[Mirrored from: http://cs-pub.bu.edu/students/grads/dgd/markup_abridged.html]

What should markup really be?

Applying theories of text to the design of markup systems.

David G. Durand
Computer Science Department, Boston University,
Steven J. DeRose
Senior System Architect, Electronic Book Technologies
Elli Mylonas
Scholarly Technology Group, Brown University

Introduction

The issue of what text really is, and how it affects our notions of proper text representation has been with us almost from the beginning of text encoding [Goldfarb 1981, Reid 1980, Coombs, et al. 1987, DeRose, et al. 1990, Renear et al.]. The simplest reasonable view, that text is fundamentally an ordered hierarchical structure, determined by its editor and author, is an early one that has remained prominent, especially as reified by ISO 8879 (SGML). However, this simple model is not enough, which the TEI [Sperberg-McQueen and Burnard 1990,1993] quickly discovered as it moved text encoding from the realm of print production to that of scholarship, textual editing, and linguistic analysis. The TEI metalanguage committee identified problems with SGML's simple hierarchical mechanisms, and developed and published techniques for working around them to encode non-hierarchical phenomena [Barnard et al. 1996].

In [Renear et al.] we began to analyze and label the theoretical and ontological foundations underlying many of the kinds of non-hierarchical structures discovered by practitioners using naive hierarchical markup. This paper uncovered some key notions and implicit partial theories underlying most previous theorizing about markup. The most important of these notions is the primacy of "analytic perspectives," which we defined as a "natural family of methodology, theory, and analytical practice." Perspectives explain various implicit presuppositions of the simple hierarchical approach. In this paper, we use these theoretical results to examine how the basic notions of hierarchical markup should be extended to allow a more expressive and accurate approach to document markup.

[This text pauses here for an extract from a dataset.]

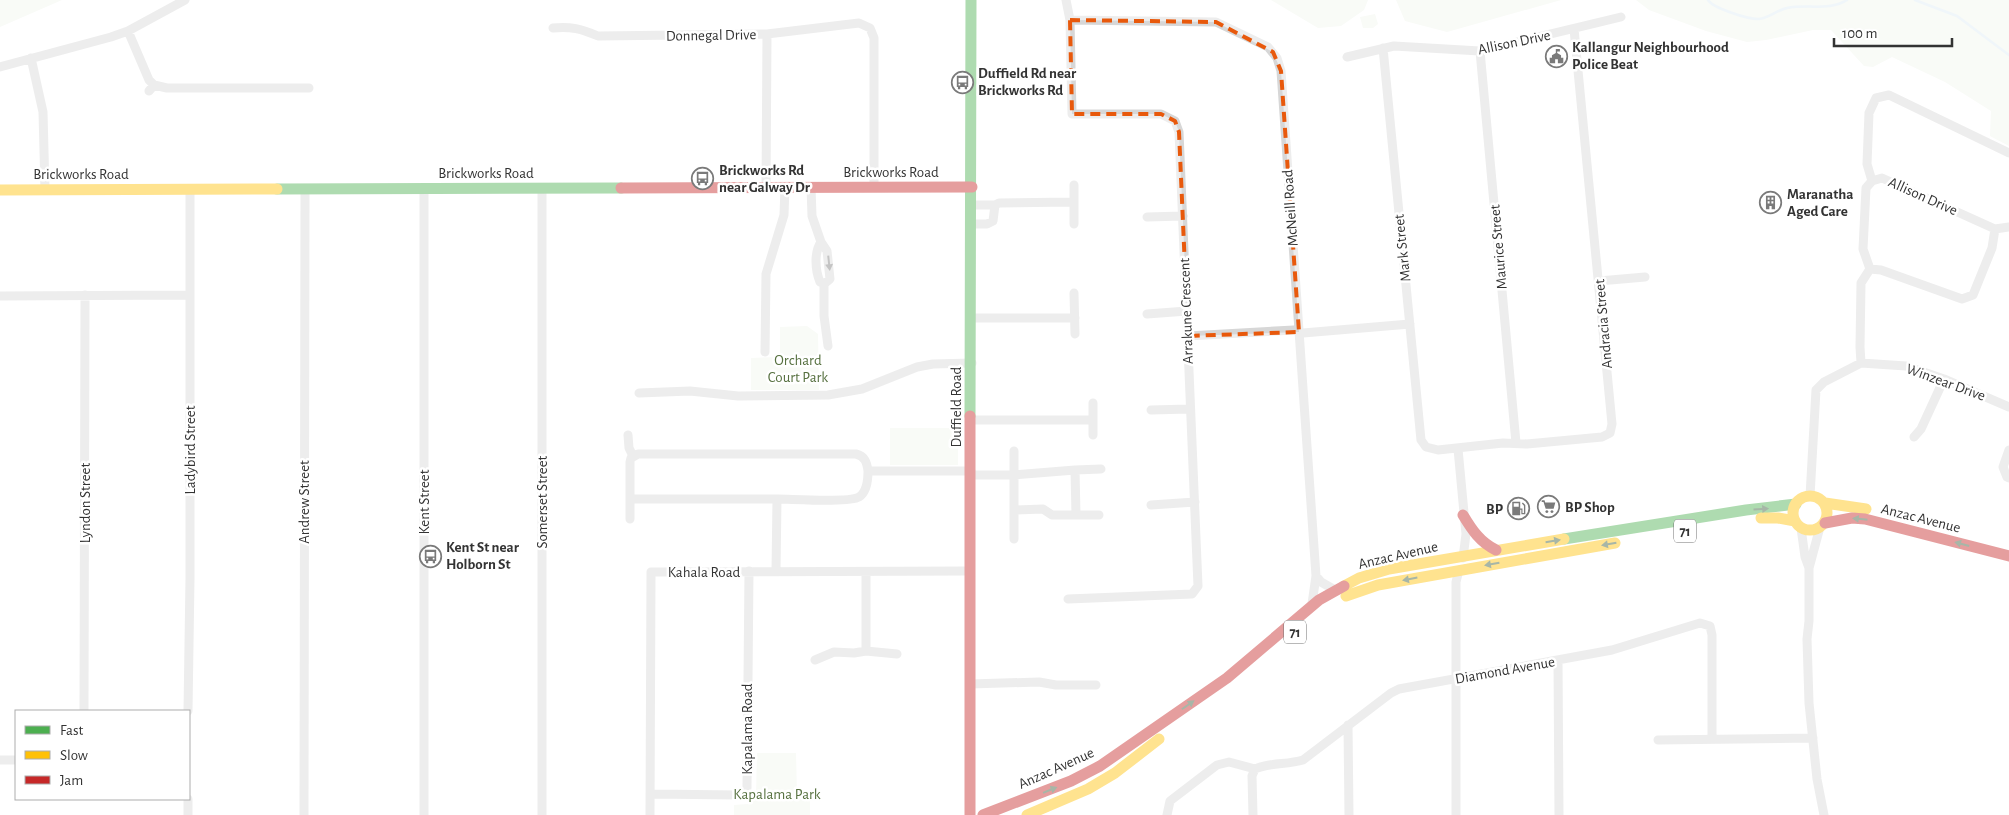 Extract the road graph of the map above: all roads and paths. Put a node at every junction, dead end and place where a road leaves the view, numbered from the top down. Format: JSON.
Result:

Most of the following discussion is framed in terms of SGML, because SGML represents the state of the art in document description languages. The features that we propose can be regarded either as sugggestions for improving SGML, as specifications for some future successor, or even specifications for a new standard, that, like HyTime, would add additional power to SGML markup. We do not take a position on these thorny standards issues, concentrating rather on the problems to be addressed. In our examples we will use syntax based on SGML for clarity, but we will diverge from that syntax as necessary (and with explanation).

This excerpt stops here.